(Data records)
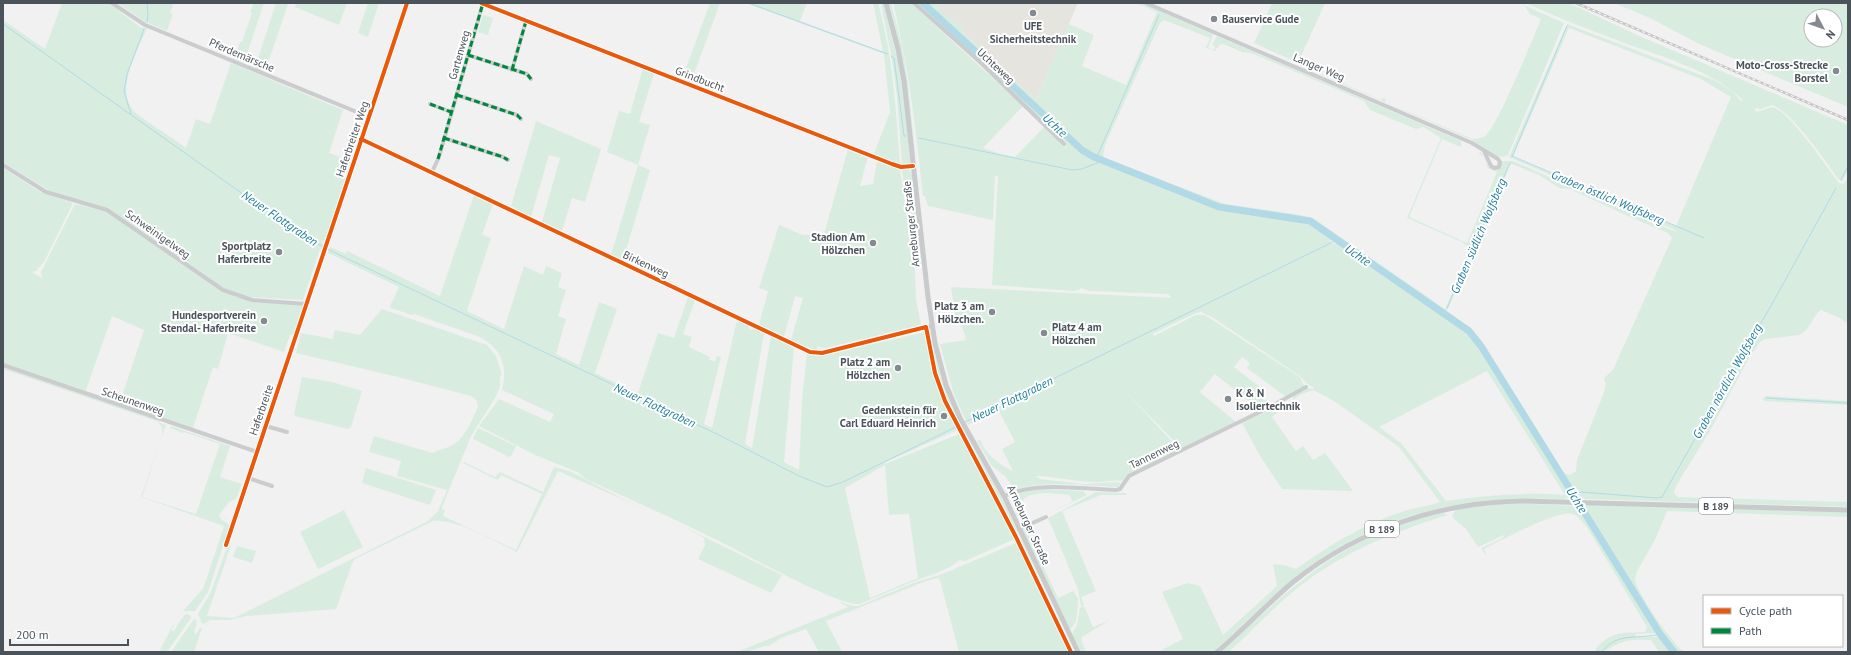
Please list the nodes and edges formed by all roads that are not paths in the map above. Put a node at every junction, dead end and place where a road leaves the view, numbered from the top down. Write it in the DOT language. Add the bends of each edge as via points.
graph roads {
  1 [pos="112,3"];
  2 [pos="407,3"];
  3 [pos="483,3"];
  4 [pos="886,3"];
  5 [pos="914,3"];
  6 [pos="1146,3"];
  7 [pos="526,21"];
  8 [pos="468,55"];
  9 [pos="512,70"];
  10 [pos="531,79"];
  11 [pos="457,94"];
  12 [pos="430,104"];
  13 [pos="451,112"];
  14 [pos="369,117"];
  15 [pos="521,119"];
  16 [pos="444,138"];
  17 [pos="361,139"];
  18 [pos="1064,144"];
  19 [pos="1484,151"];
  20 [pos="508,160"];
  21 [pos="3,165"];
  22 [pos="914,166"];
  23 [pos="432,172"];
  24 [pos="314,282"];
  25 [pos="306,304"];
  26 [pos="932,326"];
  27 [pos="3,365"];
  28 [pos="1306,387"];
  29 [pos="266,426"];
  30 [pos="287,432"];
  31 [pos="257,452"];
  32 [pos="248,478"];
  33 [pos="272,486"];
  34 [pos="1004,496"];
  35 [pos="1848,510"];
  36 [pos="1046,517"];
  37 [pos="1019,529"];
  38 [pos="226,545"];
  39 [pos="1078,652"];
  40 [pos="1217,652"];
  1 -- 14 [label="street, Pferdemärsche" via="145,25"];
  2 -- 14 [label="street, Haferbreiter Weg"];
  3 -- 7 [label="street, Grindbucht"];
  3 -- 8 [label="street, Gartenweg"];
  4 -- 22 [label="main road, Arneburger Straße" via="900,59"];
  5 -- 18 [label="street, Uchteweg" via="980,62"];
  6 -- 19 [label="street, Langer Weg" via="1472,143"];
  7 -- 9 [label="street"];
  7 -- 22 [label="street, Grindbucht" via="896,166"];
  8 -- 9 [label="street"];
  8 -- 11 [label="street, Gartenweg"];
  9 -- 10 [label="street" via="527,74"];
  11 -- 13 [label="street, Gartenweg"];
  11 -- 15 [label="street" via="517,115"];
  12 -- 13 [label="street"];
  13 -- 16 [label="street, Gartenweg"];
  14 -- 17 [label="street, Haferbreiter Weg"];
  16 -- 20 [label="street"];
  16 -- 23 [label="street, Gartenweg"];
  17 -- 23 [label="street, Birkenweg"];
  17 -- 24 [label="street, Haferbreiter Weg"];
  19 -- 19 [label="street, Langer Weg" via="1491,166 1499,167 1500,160"];
  21 -- 25 [label="street, Schweinigelweg" via="46,192 107,210 223,290 252,300"];
  22 -- 26 [label="main road, Arneburger Straße"];
  23 -- 26 [label="street, Birkenweg" via="810,352 822,353"];
  24 -- 25 [label="street, Haferbreite"];
  25 -- 29 [label="street, Haferbreite"];
  26 -- 34 [label="main road, Arneburger Straße" via="946,386 964,426"];
  27 -- 31 [label="street, Scheunenweg"];
  28 -- 34 [label="street, Tannenweg" via="1129,476 1116,490 1044,486"];
  29 -- 30 [label="street, Haferbreite"];
  29 -- 31 [label="street, Haferbreite"];
  31 -- 32 [label="street, Haferbreite"];
  32 -- 33 [label="street"];
  32 -- 38 [label="street, Haferbreite"];
  34 -- 37 [label="main road, Arneburger Straße"];
  35 -- 40 [label="main road, B 189" via="1507,501 1434,511 1384,528 1351,544 1310,570"];
  36 -- 37 [label="street"];
  37 -- 39 [label="main road, Arneburger Straße"];
}
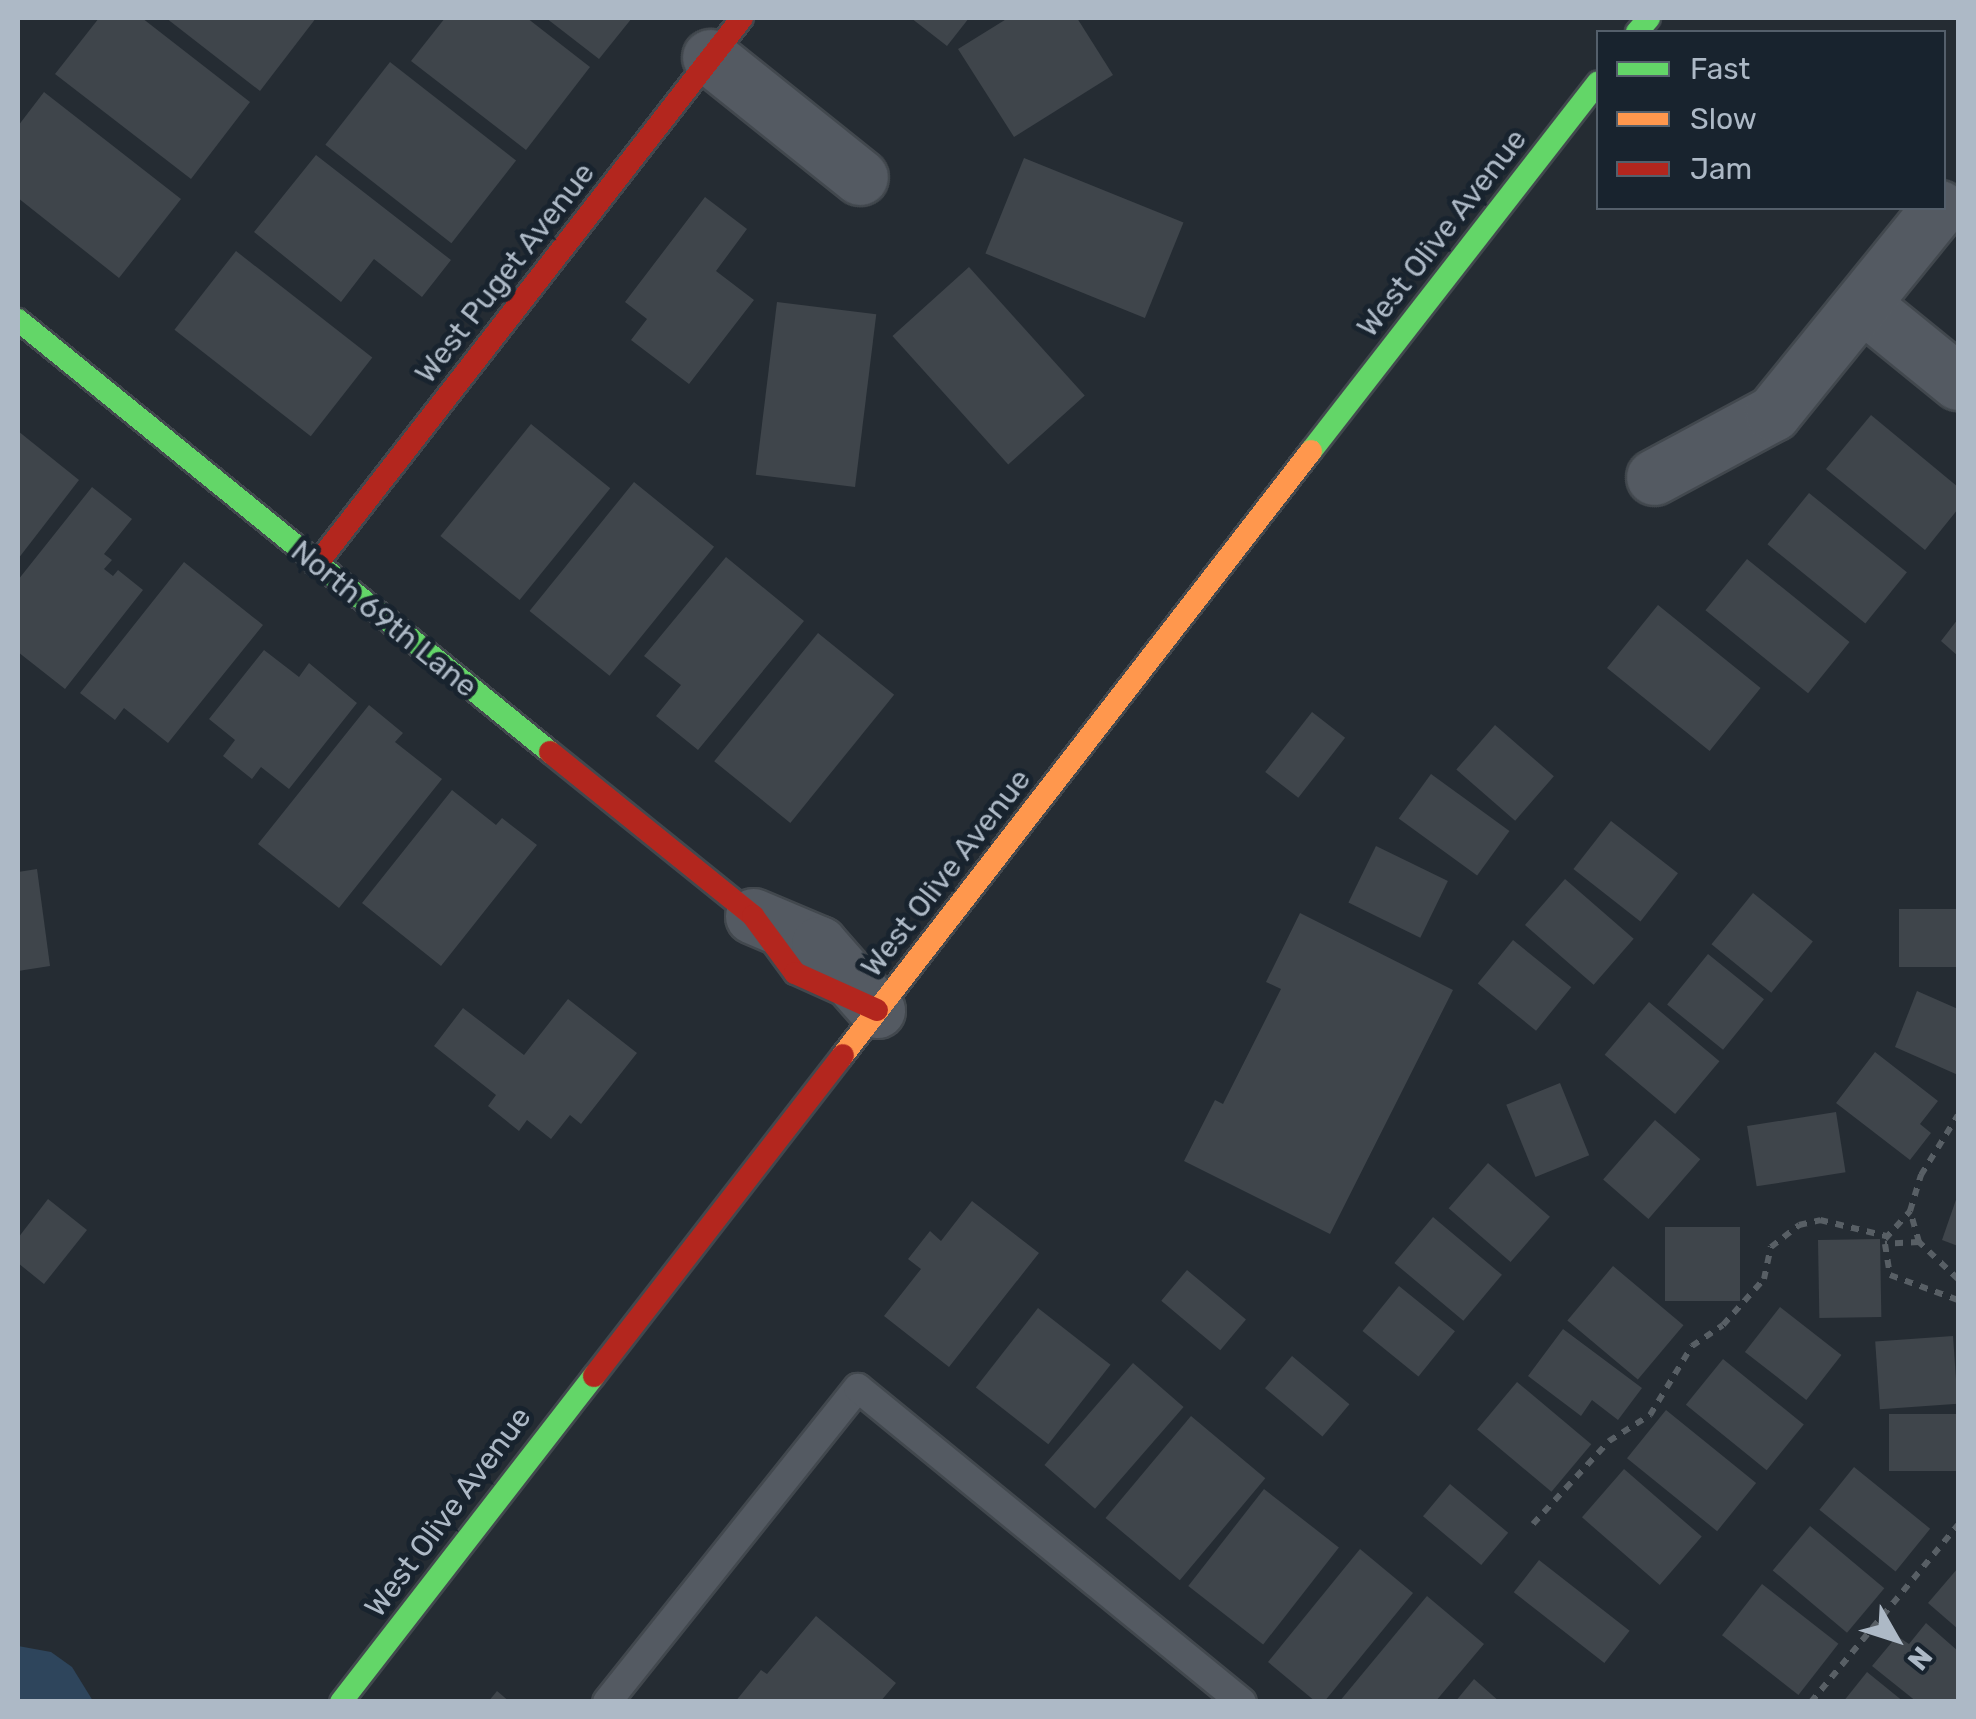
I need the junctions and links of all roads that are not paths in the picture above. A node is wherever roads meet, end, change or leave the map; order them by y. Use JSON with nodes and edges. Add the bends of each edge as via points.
{"nodes":[{"id":1,"x":726,"y":38,"type":"edge"},
{"id":2,"x":1596,"y":85,"type":"edge"},
{"id":3,"x":860,"y":177,"type":"dead end"},
{"id":4,"x":1937,"y":210,"type":"edge"},
{"id":5,"x":1862,"y":304,"type":"junction"},
{"id":6,"x":18,"y":320,"type":"edge"},
{"id":7,"x":1958,"y":382,"type":"edge"},
{"id":8,"x":1654,"y":476,"type":"dead end"},
{"id":9,"x":316,"y":565,"type":"junction"},
{"id":10,"x":752,"y":916,"type":"joint"},
{"id":11,"x":878,"y":1010,"type":"junction"},
{"id":12,"x":341,"y":1702,"type":"edge"},
{"id":13,"x":607,"y":1702,"type":"edge"},
{"id":14,"x":1242,"y":1702,"type":"edge"}],
"edges":[{"from":1,"to":3,"type":"street"},
{"from":1,"to":9,"type":"main road","name":"West Puget Avenue"},
{"from":2,"to":11,"type":"main road","name":"West Olive Avenue"},
{"from":4,"to":5,"type":"street"},
{"from":5,"to":7,"type":"street"},
{"from":5,"to":8,"type":"street","via":[[1773,412]]},
{"from":6,"to":9,"type":"main road","name":"North 69th Lane"},
{"from":9,"to":10,"type":"main road","name":"North 69th Lane"},
{"from":10,"to":11,"type":"street","name":"North 69th Lane","via":[[819,944]]},
{"from":11,"to":12,"type":"main road","name":"West Olive Avenue"},
{"from":13,"to":14,"type":"lane","via":[[858,1388]]}]}
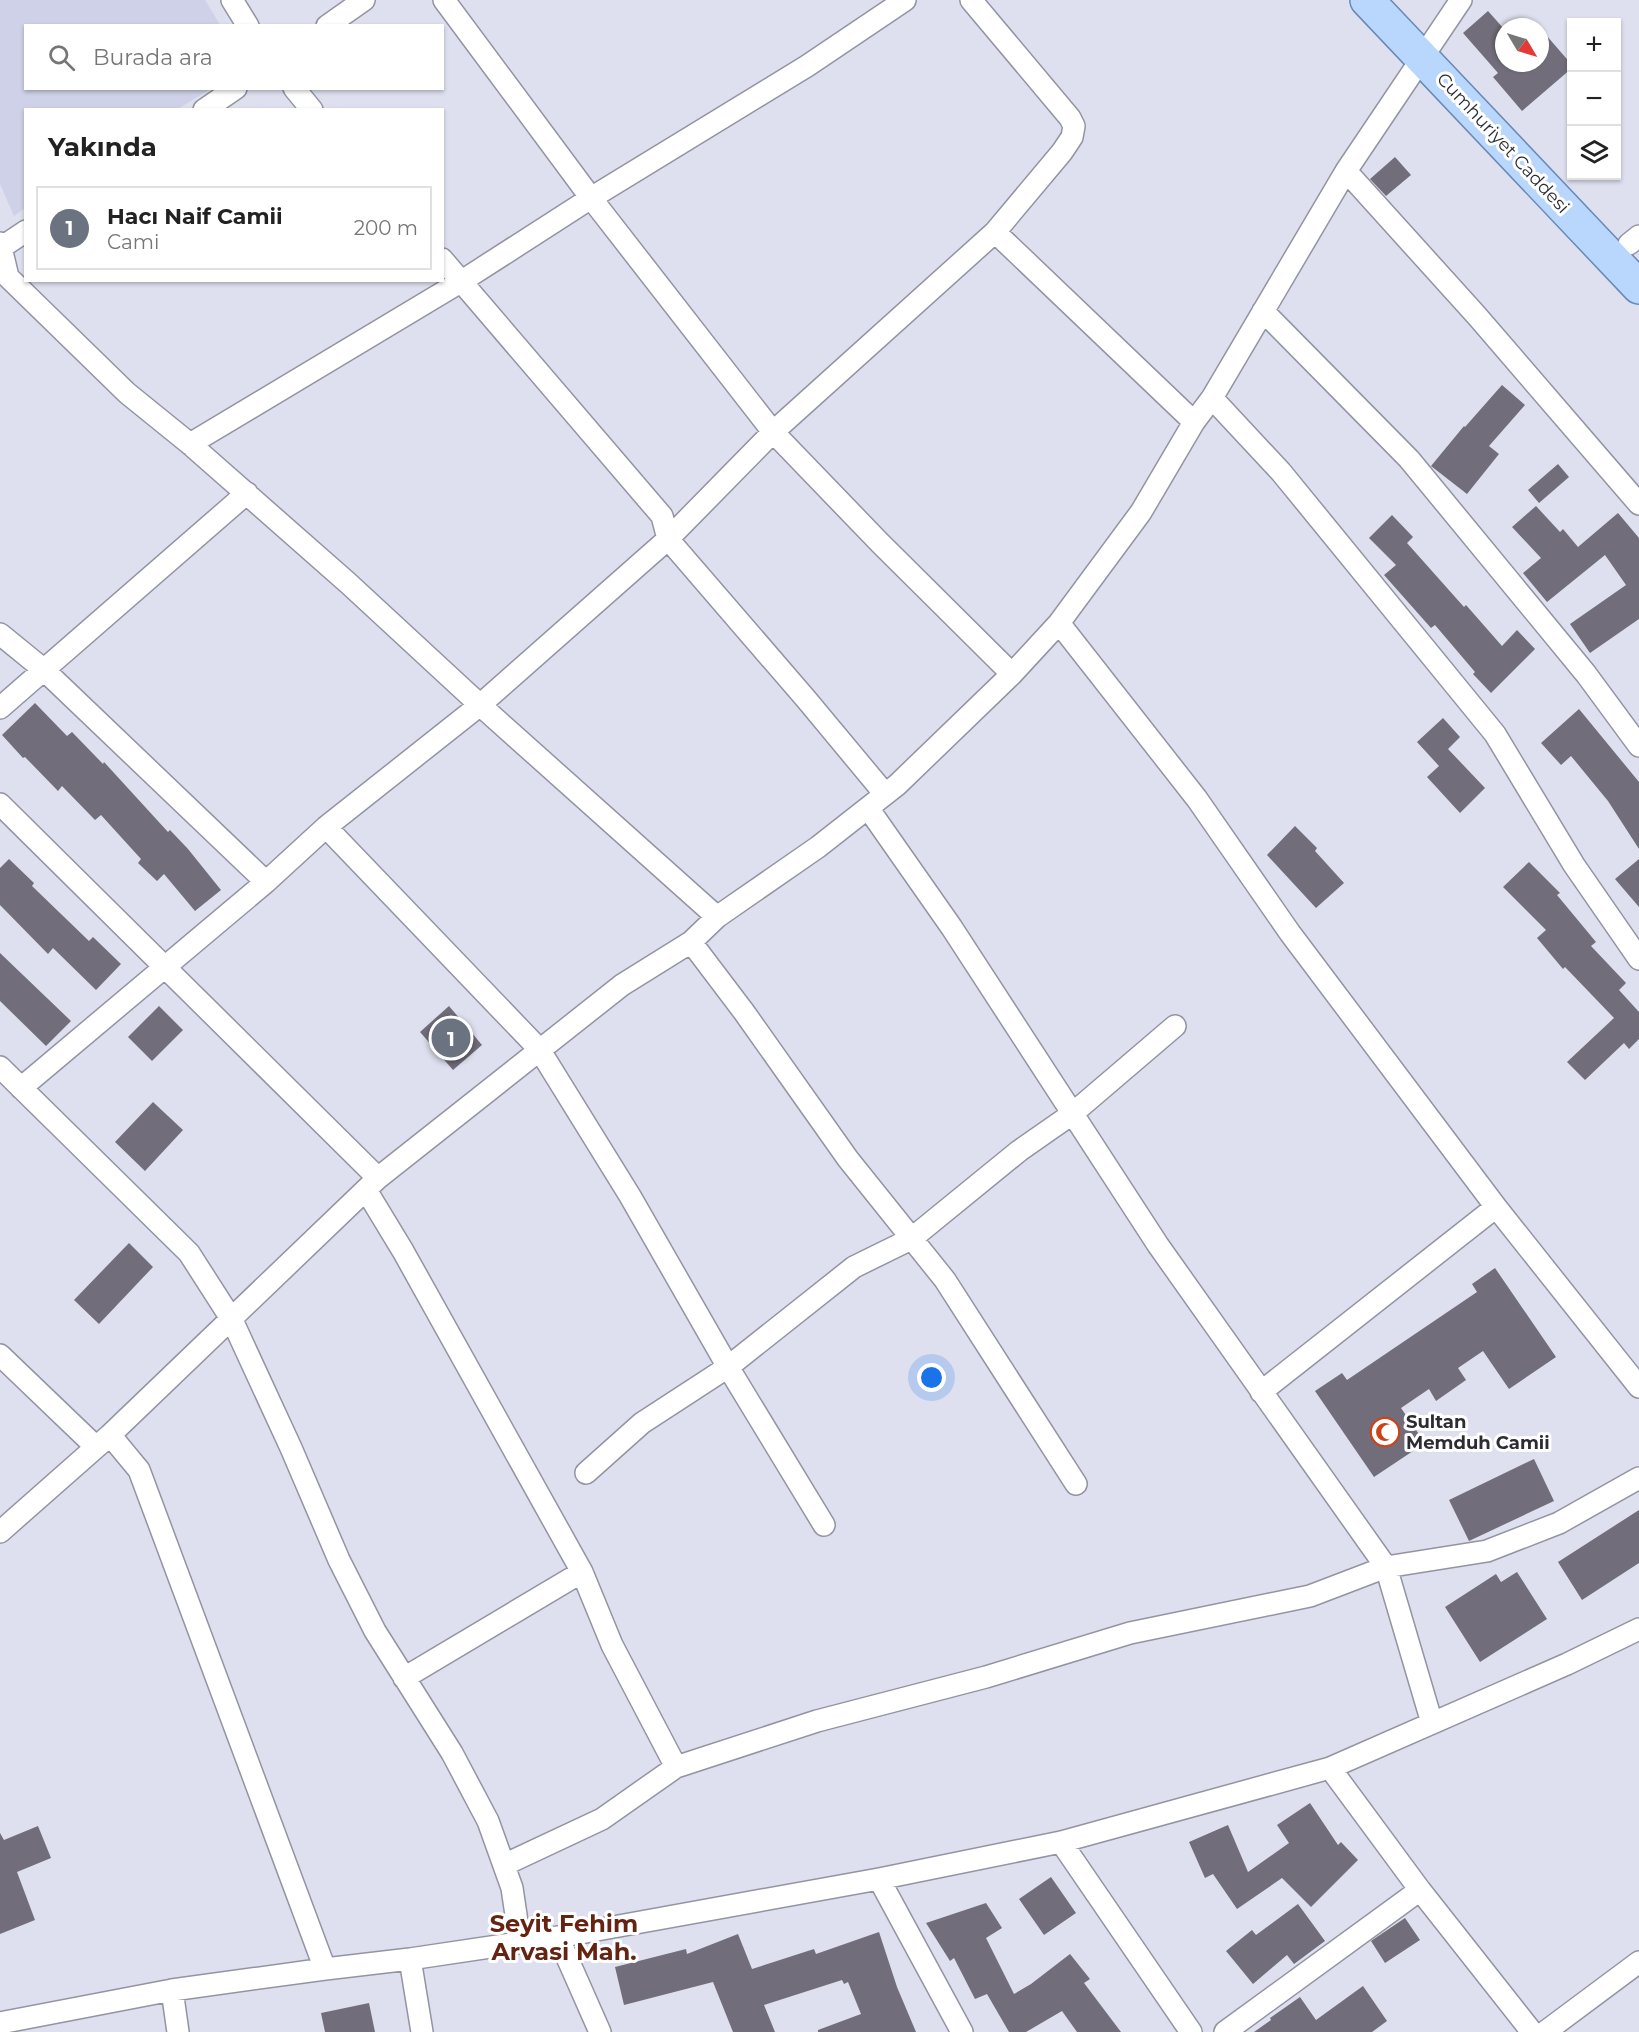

Exercise brief:
Return every line of the data above in which "edges" appears.

Task output:
Please list the nodes and edges formed by all roads that are not paths in the map above. Put a node at every junction, dead end and place where a road leaves the view, numbered from the top down. Write it in the DOT language. Add the bends of each edge as via points.
I need the junctions and links of all roads that are not paths in the picture above. A node is wherever roads meet, end, change or leave the map; order them by y. Use JSON with nodes and edges. Add the bends of each edge as via points.
"edges":[{"from":1,"to":3,"type":"street"},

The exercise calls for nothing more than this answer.